Il existe donc un lien évident entre la bonne utilisation des outils de communication, des canaux de communication et la bonne utilisation des réunions (un des sujets de fond de ce blog). Un bon « système réunion » doit laisser le temps de traiter rapidement les sujets exceptionnels et les aléas de forte priorité. C’est ce sujet qui est partiellement abordé dans mon livre, en attendant un livre complet sur le sujet (en 2009 ?).

Sur le sujet du contrôle de la quantité d’information qui passe par chaque canal, je ne peux que recommander la lecture d’un excellent article par Naomi Baron « Adjusting the Volume : Technology and Multitasking in Discourse Control ». La métaphore du « réglage de volume » qui consiste à piloter le flux d’information en entrée (ce qui ajuste de facto le temps de réponse, c’est-à-dire la latence du canal) recouvre précisément une partie de ce que je traite dans ce blog depuis deux ans. L’article de Naomi Baron est très riche et fait référence à de nombreuses études.

Puisqu’il est essentiel d’éviter la surcharge et de bien traiter les priorités, voici donc sept suggestions qui concernent l’organisation des réunions :

  1. Il faut utiliser les échanges électroniques (email) pour diffuser de l’information, et au contraire ne traiter les sujets difficiles que sous forme de contact visuel. Toutes les études faites en psycho et sociologie dans le domaine CMC (Computer-mediated communication) montre que (a) la communication corporelle (b) la boucle de retour implicite dans la communication face-à-face sont essentielles pour traiter de sujets conflictuels. A l’inverse, l’asynchronisme de la communication électronique facilite la possibilité de trouver son interlocuteur « dans un bon état d’esprit » pour s’informer ou pour apprendre.
  2. Dans une réunion de décision, la majorité du temps doit être consacré à l’appropriation, c’est-à-dire la reformulation par chacun des présents. J’ai déjà donné dans un message précédent les références des études qui montrent qu’on lit beaucoup plus vite qu’on écoute. Dès qu’il y a plusieurs destinataires, il existe un avantage au courrier électronique par rapport à la présentation orale. En conséquence (et en règle générale, il existe toujours des exceptions), il est plus efficace de faire parvenir les documents de travail à l’avance sous forme électronique pour prendre la décision en début de réunion. La majeure partie de la réunion doit permettre à chacun de s’exprimer (ce qui transforme l’appropriation en action, et ce qui ne peut pas, précisément, se faire de façon électronique). Le rôle fondamental de l’appropriation est très bien expliqué par Christophe Legrenzi, lorsqu’il contraste les styles de réunions dans différents pays (en particulier la France, l’Allemagne et le Japon).
  3. La responsabilisation des acteurs pendant une réunion est fondamentale et implique qu’il faut réduire le nombre de participants pour toute réunion hormis une réunion d’information.
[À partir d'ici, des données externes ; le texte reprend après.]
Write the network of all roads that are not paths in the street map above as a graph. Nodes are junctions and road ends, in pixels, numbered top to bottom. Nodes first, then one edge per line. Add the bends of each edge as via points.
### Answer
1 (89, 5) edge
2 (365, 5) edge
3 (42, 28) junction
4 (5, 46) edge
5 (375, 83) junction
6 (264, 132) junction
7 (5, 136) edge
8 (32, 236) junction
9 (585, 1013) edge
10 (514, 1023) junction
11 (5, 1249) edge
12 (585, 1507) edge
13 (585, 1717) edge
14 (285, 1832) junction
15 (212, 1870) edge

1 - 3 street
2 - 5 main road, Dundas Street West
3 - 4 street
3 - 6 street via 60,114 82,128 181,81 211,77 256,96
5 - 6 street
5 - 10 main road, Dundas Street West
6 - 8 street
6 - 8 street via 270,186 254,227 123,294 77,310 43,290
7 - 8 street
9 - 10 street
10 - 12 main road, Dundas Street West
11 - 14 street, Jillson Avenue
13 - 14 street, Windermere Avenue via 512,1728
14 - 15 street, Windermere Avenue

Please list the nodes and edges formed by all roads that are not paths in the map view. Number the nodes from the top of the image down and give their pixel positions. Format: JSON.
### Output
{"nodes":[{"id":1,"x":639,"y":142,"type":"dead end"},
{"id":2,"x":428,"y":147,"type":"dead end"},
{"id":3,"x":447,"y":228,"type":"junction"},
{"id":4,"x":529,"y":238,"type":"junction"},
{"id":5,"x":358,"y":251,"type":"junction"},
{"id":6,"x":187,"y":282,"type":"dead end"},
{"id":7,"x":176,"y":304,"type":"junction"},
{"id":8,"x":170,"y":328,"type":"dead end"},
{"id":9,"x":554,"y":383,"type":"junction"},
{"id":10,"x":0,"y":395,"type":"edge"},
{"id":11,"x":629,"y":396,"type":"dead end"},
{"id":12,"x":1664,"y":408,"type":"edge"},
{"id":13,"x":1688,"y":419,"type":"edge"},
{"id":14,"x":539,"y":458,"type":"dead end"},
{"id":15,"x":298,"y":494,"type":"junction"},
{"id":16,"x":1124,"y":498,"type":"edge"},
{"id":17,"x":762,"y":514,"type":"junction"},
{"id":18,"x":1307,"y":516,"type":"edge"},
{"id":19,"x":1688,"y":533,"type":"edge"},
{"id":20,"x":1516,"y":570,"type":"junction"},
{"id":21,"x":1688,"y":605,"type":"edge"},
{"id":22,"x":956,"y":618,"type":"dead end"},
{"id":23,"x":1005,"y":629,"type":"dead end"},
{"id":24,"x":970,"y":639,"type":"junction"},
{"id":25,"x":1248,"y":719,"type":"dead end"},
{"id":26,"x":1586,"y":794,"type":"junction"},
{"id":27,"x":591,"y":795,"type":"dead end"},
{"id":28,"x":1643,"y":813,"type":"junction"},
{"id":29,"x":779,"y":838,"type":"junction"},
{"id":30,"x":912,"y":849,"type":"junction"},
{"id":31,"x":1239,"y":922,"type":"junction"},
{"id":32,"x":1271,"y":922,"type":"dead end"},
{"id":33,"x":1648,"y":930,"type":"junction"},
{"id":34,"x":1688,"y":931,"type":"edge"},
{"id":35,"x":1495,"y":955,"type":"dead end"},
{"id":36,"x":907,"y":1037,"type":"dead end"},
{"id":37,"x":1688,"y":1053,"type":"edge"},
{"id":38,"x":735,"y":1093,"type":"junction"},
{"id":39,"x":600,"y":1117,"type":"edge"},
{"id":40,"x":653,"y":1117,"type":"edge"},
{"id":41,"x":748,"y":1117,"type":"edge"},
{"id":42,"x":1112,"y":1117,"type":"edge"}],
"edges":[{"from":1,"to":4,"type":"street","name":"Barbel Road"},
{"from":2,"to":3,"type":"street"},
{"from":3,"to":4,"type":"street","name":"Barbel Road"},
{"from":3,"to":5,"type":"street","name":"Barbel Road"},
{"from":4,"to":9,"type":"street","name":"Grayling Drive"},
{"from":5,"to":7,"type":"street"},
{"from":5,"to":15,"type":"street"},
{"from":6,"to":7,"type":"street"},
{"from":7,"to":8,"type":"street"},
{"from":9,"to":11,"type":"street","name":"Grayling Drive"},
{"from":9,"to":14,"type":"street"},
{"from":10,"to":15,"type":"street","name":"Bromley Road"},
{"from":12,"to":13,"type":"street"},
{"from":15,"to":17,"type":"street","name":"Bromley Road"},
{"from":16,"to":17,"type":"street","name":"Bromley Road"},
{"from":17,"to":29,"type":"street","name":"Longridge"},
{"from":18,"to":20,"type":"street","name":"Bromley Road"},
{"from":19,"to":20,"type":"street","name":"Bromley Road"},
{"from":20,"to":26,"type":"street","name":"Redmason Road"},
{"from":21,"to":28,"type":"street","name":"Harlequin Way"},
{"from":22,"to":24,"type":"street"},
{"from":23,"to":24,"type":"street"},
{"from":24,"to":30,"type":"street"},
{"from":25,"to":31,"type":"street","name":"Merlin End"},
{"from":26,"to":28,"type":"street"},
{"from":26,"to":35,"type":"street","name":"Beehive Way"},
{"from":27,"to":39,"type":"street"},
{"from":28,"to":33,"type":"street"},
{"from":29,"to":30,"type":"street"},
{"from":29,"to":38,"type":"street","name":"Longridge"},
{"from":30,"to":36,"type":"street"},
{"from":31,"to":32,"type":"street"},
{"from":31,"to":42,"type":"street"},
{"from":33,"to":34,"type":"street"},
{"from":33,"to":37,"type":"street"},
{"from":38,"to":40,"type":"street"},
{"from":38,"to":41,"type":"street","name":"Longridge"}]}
Les exemples tirés de la sociologie abondent qui montrent que la multiplication des présents dilue rapidement la responsabilité. On pense aux exemples de Christian Morel (syndrome du spectateur) ou au « diner’s dilemma », qui ont déjà été évoqués sur ce blog. La conséquence est qu’il faut savoir couper une réunion de 20 personnes (ou de 15 !) en deux : la première réunion ne comporte que les acteurs du sujets (qui doivent être responsables et doivent tous s’exprimer – cf. le point précédent). La seconde contient les autres parties prenantes qui doivent être informés (et s’approprier, sinon un email suffirait). L’ensemble des deux réunions est plus efficace et plus efficient que la réunion unique.
  4. Le rôle de l’animateur pour construire le consensus (qu’il s’agisse d’un projet ou du pilotage d’un processus) est une clé d’efficacité. Si, pour établir un consensus entre n acteurs, il est nécessaire que chacun s’exprime au moins 5 minutes, il faudra au moins 5 x n^2 minute.homme dans une réunion générale, alors que la préparation 10 x n minute.homme si l’animateur passe voir chacun au titre de la préparation de la réunion. Autrement dit, pour les sujets importants, il vaut mieux attribuer les rôles de coordination à des personnes plutôt qu’à des comités.
  5. Il faut favoriser la latence de transmission des informations importantes (i.e., la rapidité) en utilisant le « système réunion », plutôt que le mode « exceptions », en constituant des petits clusters fortement connectés. Cela signifie que les réunions planifiées doivent permettre à chaque collaborateur de voir de façon fréquente les acteurs principaux avec lesquels il collabore (son manager, ses direct reports, etc.). Comme il s’agit d’un compromis (on ne peut pas rencontrer tout le monde souvent, il faut arbitrer entre le souvent et le fait de rencontrer un grand nombre de personne), il faut jouer sur la taille de ce groupe et sur le fait de privilégier des réunions courtes et fréquentes. L’objectif est de garantir la capacité à propager les informations importantes même dans le cas d’une surcharge de travail. L’absence d’une telle structure est la raison principale de la non-délégation en réunion : plusieurs managers sur la même ligne hiérarchique sont présents car ils n’auraient pas sinon l’occasion d’échanger sur le sujet.
  6. Cette structure doit être compensée par l’existence, au sein du « système réunion », d’une part de réunions d’information avec un grand nombre de participants et d’autre part de comités transverses qui réunissent des personnes « éloignées ». Il s’agit précisément de construire une « structure de petits mondes » qui garantit une propagation rapide de l’information. Il s’agit également de construire des chaînes courtes pour l’alignement stratégique de l’entreprise. Il est important que certaines orientations stratégiques puissent parvenir à l’ensemble des collaborateurs avec un nombre minimal d’intermédiaires. On notera que ce dernier point est ressemble à la préconisation de l’aplatissement des hiérarchies.
  7. L’agenda partagé de l’ensemble des comités est un outil précieux pour organiser des chemins privilégiés de propagation des informations. On peut de la sorte s’assurer que des paires de comités qui sont liés dans la transmission sont ordonnancées avec un délai minimal. L’exemple le plus classique consiste à placer les comités « de remontée d’information ou d’analyse » juste avant un comité de direction générale, tandis que les comités « d’information ou d’alignement stratégique » sont placés juste après.